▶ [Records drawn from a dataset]
◆ ◆ ◆ ◆
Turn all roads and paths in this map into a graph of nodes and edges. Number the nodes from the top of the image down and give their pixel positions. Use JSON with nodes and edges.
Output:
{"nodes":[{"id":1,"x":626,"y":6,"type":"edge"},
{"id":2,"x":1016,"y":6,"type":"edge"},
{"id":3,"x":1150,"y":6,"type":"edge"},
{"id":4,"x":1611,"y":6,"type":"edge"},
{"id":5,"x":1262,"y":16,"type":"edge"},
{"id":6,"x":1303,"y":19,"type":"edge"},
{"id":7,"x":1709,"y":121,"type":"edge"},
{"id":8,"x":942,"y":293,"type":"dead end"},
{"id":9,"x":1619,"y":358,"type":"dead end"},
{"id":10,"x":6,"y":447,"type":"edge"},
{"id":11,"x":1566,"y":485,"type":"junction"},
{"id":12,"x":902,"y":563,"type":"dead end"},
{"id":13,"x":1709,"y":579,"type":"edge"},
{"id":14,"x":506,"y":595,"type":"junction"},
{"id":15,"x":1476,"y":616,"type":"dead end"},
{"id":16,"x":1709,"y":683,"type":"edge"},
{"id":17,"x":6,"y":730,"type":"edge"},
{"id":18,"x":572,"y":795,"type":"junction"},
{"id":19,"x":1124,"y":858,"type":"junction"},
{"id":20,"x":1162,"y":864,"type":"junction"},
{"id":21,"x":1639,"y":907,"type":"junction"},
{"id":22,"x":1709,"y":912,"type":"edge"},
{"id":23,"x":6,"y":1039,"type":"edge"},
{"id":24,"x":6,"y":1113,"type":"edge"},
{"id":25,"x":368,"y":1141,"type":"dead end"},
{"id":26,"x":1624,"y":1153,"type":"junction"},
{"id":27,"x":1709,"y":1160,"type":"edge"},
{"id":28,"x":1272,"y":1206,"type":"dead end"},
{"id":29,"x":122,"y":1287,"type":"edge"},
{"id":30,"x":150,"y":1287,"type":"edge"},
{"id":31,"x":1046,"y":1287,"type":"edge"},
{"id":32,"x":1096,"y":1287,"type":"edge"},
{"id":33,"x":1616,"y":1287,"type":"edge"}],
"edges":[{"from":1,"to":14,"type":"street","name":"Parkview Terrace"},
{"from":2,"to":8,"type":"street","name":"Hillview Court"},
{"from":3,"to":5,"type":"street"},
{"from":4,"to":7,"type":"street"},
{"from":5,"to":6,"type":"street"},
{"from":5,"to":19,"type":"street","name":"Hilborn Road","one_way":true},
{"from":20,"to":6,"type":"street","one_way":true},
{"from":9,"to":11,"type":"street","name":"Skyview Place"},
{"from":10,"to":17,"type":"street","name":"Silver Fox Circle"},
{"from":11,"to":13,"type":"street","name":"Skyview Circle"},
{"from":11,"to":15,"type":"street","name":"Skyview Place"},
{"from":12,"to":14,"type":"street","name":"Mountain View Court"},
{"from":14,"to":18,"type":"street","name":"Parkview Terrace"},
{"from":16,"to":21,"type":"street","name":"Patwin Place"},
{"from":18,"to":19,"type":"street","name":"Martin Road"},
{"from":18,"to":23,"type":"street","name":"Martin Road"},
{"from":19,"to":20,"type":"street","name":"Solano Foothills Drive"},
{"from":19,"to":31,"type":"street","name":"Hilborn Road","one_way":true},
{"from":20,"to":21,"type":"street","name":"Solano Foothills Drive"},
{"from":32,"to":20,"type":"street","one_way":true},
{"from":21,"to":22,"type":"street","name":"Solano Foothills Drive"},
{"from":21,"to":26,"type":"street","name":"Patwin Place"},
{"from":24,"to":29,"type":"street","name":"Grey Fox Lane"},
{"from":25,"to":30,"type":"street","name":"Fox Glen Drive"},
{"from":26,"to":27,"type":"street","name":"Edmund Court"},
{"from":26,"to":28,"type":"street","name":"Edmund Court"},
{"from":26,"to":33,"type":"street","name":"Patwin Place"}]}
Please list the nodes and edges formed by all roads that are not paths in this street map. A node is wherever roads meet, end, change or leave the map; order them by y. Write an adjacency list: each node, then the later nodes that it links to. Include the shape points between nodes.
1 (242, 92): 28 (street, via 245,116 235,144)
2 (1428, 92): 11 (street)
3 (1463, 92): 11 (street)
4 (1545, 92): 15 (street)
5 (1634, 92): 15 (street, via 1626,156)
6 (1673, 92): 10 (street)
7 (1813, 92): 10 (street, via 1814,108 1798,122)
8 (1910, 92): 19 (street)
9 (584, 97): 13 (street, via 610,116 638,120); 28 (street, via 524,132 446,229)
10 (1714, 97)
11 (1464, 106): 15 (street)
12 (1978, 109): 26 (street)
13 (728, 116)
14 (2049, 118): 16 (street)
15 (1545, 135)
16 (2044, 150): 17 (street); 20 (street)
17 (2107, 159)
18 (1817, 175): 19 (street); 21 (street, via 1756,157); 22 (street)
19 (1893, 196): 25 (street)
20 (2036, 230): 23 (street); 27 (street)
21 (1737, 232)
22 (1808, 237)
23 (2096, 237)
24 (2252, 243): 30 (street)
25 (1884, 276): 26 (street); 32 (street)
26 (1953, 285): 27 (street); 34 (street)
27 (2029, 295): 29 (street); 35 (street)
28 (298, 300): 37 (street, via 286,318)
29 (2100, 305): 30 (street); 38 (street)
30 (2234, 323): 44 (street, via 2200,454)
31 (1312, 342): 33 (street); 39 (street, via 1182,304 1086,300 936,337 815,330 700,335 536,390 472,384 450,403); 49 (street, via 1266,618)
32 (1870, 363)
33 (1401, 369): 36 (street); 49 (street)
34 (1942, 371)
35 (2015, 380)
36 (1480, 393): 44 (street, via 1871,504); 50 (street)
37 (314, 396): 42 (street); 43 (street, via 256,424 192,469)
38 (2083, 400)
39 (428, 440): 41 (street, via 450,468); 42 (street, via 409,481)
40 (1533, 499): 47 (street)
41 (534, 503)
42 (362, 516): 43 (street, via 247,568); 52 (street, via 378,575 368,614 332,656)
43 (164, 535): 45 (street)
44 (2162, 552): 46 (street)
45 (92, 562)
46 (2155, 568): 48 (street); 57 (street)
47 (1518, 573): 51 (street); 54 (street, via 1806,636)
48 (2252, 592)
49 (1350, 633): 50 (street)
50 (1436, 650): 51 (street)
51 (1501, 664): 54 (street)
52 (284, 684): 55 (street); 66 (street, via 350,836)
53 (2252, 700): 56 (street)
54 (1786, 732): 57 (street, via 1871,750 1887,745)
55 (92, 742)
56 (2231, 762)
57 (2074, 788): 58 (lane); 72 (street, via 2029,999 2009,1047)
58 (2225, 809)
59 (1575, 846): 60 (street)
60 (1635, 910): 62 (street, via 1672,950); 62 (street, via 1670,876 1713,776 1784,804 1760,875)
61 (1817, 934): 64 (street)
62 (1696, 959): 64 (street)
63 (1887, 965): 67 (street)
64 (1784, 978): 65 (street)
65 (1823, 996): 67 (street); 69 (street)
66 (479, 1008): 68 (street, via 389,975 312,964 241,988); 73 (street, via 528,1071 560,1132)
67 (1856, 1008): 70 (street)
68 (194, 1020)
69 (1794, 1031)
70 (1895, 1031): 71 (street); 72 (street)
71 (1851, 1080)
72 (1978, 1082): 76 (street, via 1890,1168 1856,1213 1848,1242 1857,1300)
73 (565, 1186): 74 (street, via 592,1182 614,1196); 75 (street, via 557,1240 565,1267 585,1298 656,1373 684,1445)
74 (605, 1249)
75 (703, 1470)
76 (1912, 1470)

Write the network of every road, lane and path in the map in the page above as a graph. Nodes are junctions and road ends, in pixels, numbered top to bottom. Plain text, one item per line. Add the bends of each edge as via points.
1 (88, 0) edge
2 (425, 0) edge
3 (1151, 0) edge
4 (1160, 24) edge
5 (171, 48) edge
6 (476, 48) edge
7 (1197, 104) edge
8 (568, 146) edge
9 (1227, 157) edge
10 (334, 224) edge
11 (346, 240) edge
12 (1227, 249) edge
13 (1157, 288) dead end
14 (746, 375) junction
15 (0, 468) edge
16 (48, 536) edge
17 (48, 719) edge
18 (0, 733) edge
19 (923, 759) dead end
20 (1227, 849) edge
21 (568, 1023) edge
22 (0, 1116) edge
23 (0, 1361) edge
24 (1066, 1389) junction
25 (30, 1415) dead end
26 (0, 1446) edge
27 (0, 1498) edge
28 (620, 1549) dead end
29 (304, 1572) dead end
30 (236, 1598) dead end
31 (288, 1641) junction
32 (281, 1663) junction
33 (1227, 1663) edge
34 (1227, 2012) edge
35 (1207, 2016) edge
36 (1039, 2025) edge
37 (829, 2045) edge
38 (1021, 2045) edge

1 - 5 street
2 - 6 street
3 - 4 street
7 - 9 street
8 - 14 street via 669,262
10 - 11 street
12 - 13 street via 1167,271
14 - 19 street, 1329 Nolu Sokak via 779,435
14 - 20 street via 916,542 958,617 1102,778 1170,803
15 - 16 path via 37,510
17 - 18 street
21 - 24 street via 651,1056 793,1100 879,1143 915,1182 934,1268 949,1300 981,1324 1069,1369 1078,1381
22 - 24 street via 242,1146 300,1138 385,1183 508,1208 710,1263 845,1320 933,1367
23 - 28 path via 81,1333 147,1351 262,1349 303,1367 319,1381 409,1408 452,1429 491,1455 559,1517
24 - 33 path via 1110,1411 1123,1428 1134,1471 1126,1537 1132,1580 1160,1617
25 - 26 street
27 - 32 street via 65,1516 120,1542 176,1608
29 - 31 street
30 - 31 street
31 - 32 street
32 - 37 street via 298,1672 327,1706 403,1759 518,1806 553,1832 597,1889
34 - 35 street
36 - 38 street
◆ ◆ ◆ ◆
▶ [WHAT IS NEEDED] Tally up the lines of the data above where the string "Court" appears, and give only the count.

▶ [ANSWER BOX] 4